Mrs. Prohack was now genuinely reproachful, and the first conjugal joy-ride might have suffered from a certain constraint had it taken place. It did not, however, take place. Just as Carthew was holding out the rug (which Eve's prodigious thoroughness had remembered to buy) preparatory to placing it on the knees of his employers, a truly gigantic automobile drove up to the door, its long bonnet stopping within six inches of the Eagle's tail-lantern. The Eagle looked like nothing at all beside it. Mr. Prohack knew that leviathan. He had many times seen it in front of the portals of his principal club. It was the car of his great club crony, Sir Paul Spinner, the "city magnate."
Sir Paul, embossed with carbuncles, got out, and was presently being presented to Eve,—for the friendship between Mr.
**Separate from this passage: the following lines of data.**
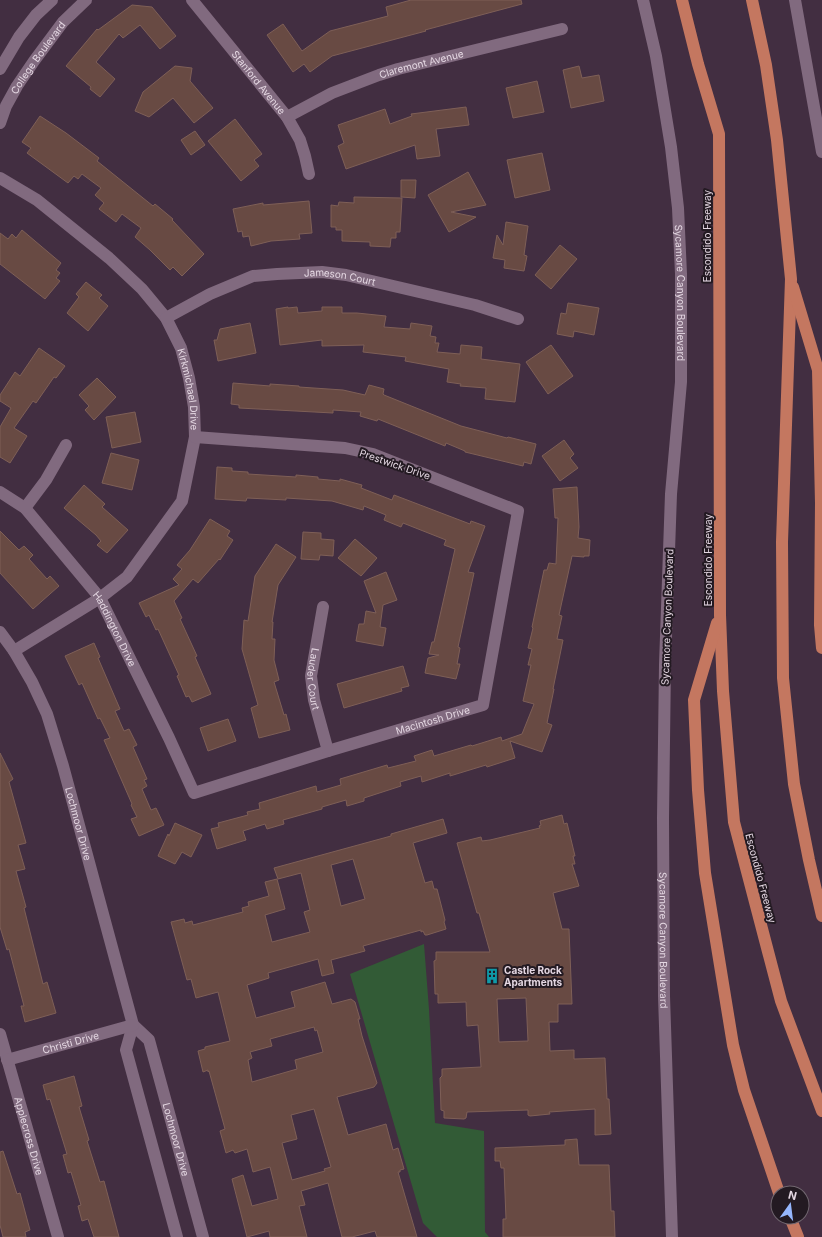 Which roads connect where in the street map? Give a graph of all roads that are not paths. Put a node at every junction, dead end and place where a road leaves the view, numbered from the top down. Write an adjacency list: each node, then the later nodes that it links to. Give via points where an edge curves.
1 (52, 0): 9 (street, via 19,37)
2 (86, 0): 11 (street, College Boulevard, via 63,22 34,60 6,106)
3 (192, 0): 10 (street, Stanford Avenue)
4 (643, 0): 41 (street, Sycamore Canyon Boulevard, via 656,56 671,147 678,208 681,274 681,374 671,494 663,818 664,996)
5 (682, 0): 25 (highway, Escondido Freeway, via 719,134)
6 (752, 0): 15 (highway, via 766,65 777,140)
7 (795, 0): 12 (street)
8 (562, 29): 10 (street, Claremont Avenue, via 379,75 332,93)
9 (0, 69)
10 (287, 117): 13 (street, Stanford Avenue, via 300,140)
11 (0, 123)
12 (822, 152)
13 (309, 174)
14 (0, 178): 16 (street, Kirkmichael Drive, via 37,200 109,258 142,289)
15 (790, 279): 27 (highway, via 818,370); 31 (highway, via 782,542 782,678 794,784)
16 (166, 318): 17 (street, Jameson Court, via 210,294 254,276 322,272 346,275 475,305); 18 (street, Kirkmichael Drive, via 181,348 189,378 194,407)
17 (518, 319)
18 (195, 437): 22 (street, Prestwick Drive, via 345,448 372,454); 23 (street, Kirkmichael Drive, via 182,501 127,576)
19 (66, 445): 21 (street, via 46,480)
20 (0, 492): 21 (street, Haddington Drive)
21 (25, 508): 23 (street, Haddington Drive)
22 (518, 511): 29 (street, Macintosh Drive, via 483,705)
23 (100, 598): 28 (street, Kirkmichael Drive); 30 (street, Haddington Drive)
24 (323, 607): 29 (street, Lauder Court, via 311,676 314,700)
25 (720, 615): 35 (highway, Escondido Freeway, via 723,691 734,822 781,1001); 36 (highway, via 694,700 705,873 733,1045 744,1090)
26 (0, 632): 28 (street, Lochmoor Drive)
27 (822, 648)
28 (14, 651): 32 (street, Lochmoor Drive, via 47,714)
29 (328, 751): 30 (street, Macintosh Drive)
30 (194, 792)
31 (822, 916)
32 (133, 1025): 34 (street, Christi Drive); 39 (street, via 126,1050); 40 (street, Lochmoor Drive, via 149,1040)
33 (0, 1034): 34 (street, Applecross Drive)
34 (7, 1060): 38 (street, Applecross Drive)
35 (822, 1111)
36 (776, 1185)
37 (793, 1225): 42 (highway)
38 (58, 1237)
39 (177, 1237)
40 (203, 1237)
41 (672, 1237)
42 (798, 1237)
Prohack and Sir Paul had been a purely club friendship. Like many such friendships it had had no existence beyond the club, and neither of the cronies knew anything of real interest about the domestic circumstances of the other. Sir Paul was very apologetic to Eve, but he imperiously desired an interview with Mr. Prohack at once. Eve most agreeably and charmingly said that she would take a little preliminary airing in the car by herself, and return for her husband. Mr. Prohack would have preferred her to wait for him; but, though Eve was sagacious enough at all normal times, when she got an idea into her head that idea ruthlessly took precedence of everything else in the external world. Moreover the car was her private creation, and she was incapable of resisting its attractions one minute longer.